Property tax revenues have the patina of being local, but in many ways they are not, Mr. Gordon said. Proposition 13, which voters approved in 1978 to limit local government's control of these tax revenues, effectively redirected them to Sacramento.
The picture of taxpayer views is fairly black and white, he said. Voters approved Proposition 26, which checks a local government's ability to charge fees, and they rejected Proposition 21, an $18 surcharge on vehicle license fees to benefit parks and wildlife conservation. With all tax increases requiring approval of a two-thirds majority of voters, "the likelihood of an increase in taxes is almost nonexistent," Mr. Gordon said.
Government obligations being what they are, it may be time to look at the tax structure. "There's a really interesting opportunity available at the moment. Government could be more efficient, more effective and more accountable," he said. "I think that this is the kind of thing that has a great possibility for discussion in Sacramento."
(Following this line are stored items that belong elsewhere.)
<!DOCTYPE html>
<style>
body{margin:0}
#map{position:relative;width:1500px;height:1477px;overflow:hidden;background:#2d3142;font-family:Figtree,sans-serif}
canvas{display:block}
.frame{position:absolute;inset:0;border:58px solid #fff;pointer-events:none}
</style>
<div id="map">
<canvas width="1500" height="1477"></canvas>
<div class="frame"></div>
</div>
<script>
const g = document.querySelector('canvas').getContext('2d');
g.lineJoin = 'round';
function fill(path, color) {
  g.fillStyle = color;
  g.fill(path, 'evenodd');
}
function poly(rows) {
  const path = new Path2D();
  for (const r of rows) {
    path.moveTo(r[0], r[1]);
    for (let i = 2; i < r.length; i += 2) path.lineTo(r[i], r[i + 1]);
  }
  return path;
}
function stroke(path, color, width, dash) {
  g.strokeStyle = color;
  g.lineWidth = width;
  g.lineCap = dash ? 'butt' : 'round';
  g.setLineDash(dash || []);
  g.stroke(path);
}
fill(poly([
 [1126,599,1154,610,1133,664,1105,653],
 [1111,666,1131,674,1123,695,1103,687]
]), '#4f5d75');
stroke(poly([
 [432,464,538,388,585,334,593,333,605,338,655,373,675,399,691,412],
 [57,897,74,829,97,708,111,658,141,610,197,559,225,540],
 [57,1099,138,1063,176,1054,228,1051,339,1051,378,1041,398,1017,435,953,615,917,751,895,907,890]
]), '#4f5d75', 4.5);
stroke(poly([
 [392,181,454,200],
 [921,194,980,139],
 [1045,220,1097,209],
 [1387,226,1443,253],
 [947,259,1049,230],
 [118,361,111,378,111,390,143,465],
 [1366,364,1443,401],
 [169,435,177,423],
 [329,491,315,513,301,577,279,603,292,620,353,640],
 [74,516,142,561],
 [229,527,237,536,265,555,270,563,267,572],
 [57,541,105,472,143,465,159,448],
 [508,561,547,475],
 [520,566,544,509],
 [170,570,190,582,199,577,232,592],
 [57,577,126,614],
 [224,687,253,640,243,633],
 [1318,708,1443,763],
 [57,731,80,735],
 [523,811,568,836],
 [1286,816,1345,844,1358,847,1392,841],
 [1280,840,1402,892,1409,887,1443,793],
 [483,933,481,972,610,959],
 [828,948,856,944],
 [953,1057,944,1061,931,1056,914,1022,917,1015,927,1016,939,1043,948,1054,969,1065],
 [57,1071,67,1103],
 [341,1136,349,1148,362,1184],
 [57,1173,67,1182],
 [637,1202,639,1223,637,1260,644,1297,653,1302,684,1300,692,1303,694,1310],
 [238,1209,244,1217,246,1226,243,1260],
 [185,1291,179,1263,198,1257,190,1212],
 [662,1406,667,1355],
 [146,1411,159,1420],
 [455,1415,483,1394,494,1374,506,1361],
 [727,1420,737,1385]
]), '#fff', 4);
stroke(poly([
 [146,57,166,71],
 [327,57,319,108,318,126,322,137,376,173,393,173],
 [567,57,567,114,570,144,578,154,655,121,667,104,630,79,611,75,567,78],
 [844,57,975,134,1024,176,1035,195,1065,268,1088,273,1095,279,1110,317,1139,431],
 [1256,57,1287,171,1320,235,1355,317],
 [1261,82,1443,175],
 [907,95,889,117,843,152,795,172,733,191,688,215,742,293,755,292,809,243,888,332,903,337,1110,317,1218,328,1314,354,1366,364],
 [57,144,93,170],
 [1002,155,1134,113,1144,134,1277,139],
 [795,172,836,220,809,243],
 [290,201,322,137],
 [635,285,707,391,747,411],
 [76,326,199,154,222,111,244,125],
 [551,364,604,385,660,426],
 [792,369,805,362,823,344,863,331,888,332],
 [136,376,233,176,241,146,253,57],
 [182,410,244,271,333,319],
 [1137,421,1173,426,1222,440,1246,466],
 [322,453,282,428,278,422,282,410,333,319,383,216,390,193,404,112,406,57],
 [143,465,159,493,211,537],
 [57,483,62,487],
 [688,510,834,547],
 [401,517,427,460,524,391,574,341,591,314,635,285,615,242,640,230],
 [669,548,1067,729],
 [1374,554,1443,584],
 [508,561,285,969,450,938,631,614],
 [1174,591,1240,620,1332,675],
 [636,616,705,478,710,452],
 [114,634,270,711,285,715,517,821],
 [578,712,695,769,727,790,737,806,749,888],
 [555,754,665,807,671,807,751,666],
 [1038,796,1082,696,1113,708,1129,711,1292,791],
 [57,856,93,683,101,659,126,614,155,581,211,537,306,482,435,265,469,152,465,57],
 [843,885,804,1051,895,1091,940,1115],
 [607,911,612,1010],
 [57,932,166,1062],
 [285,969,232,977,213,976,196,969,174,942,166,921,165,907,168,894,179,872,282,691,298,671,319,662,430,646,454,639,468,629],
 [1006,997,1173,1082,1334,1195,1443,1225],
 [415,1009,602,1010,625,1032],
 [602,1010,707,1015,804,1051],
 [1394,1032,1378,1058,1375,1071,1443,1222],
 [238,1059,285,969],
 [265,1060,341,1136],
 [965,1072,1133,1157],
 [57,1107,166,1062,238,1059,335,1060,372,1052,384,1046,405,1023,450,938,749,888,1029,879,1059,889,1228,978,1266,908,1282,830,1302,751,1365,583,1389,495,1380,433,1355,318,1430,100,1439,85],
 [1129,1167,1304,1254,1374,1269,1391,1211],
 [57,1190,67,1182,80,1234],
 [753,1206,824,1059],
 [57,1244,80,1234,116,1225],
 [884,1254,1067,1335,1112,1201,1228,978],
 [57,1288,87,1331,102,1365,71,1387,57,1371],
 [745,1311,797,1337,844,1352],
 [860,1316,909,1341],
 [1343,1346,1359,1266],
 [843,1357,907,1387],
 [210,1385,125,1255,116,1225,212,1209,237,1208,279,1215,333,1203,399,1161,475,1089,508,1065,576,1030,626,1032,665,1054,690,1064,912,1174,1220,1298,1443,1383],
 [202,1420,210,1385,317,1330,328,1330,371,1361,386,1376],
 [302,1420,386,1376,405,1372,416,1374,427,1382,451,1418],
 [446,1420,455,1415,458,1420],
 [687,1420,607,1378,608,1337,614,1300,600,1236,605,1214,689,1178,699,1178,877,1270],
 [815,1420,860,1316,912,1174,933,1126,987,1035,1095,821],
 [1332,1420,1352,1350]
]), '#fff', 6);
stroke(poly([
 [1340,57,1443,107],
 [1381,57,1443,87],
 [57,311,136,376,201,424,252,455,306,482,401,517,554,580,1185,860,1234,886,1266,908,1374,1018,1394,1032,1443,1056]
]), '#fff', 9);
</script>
"Enough is enough," voters said about annual budget stalemates in Sacramento. Proposition 25 now allows the budget to be approved with simple majorities in the Legislature instead of the two-thirds majorities that have stalled things seemingly every year.
So what are the consequences? The dynamic between Democrats and Republicans is likely to change, but exactly how remains to be seen, Mr. Gordon said. He does not expect higher taxes, though, because nothing has changed as to the two-thirds majority needed to raise them.
Future budgets could be harsher and "reflect efficiency by necessity" because there won't be enough money to go around, Mr. Gordon said.
Proposition 26 includes provisions that require a local government to treat some fee increases like tax increases: obtain the approval of a two-thirds majority of voters before raising them. The fees targeted by the measure generally concern public health.
A measure like this was in the cards, Mr. Gordon said, noting that "the line between taxes and fees has been obfuscated by local governments."
Push eventually comes to shove, he added. In Burlingame Hills, a majority of residents protested a new fee to clean up sewer discharge. The result: the community that refused to pay to clean up the discharge is now fined for the ongoing discharge.
"People don't understand where their taxes go," Mr. Gordon said. "They feel like they paid their fair share, (in essence saying), 'Use the money I already gave for sewers. Don't ask me for more.'"
What if the Legislature were to connect the dots for taxpayers as to where their taxes went? "It would be a very positive step," Mr. Gordon said.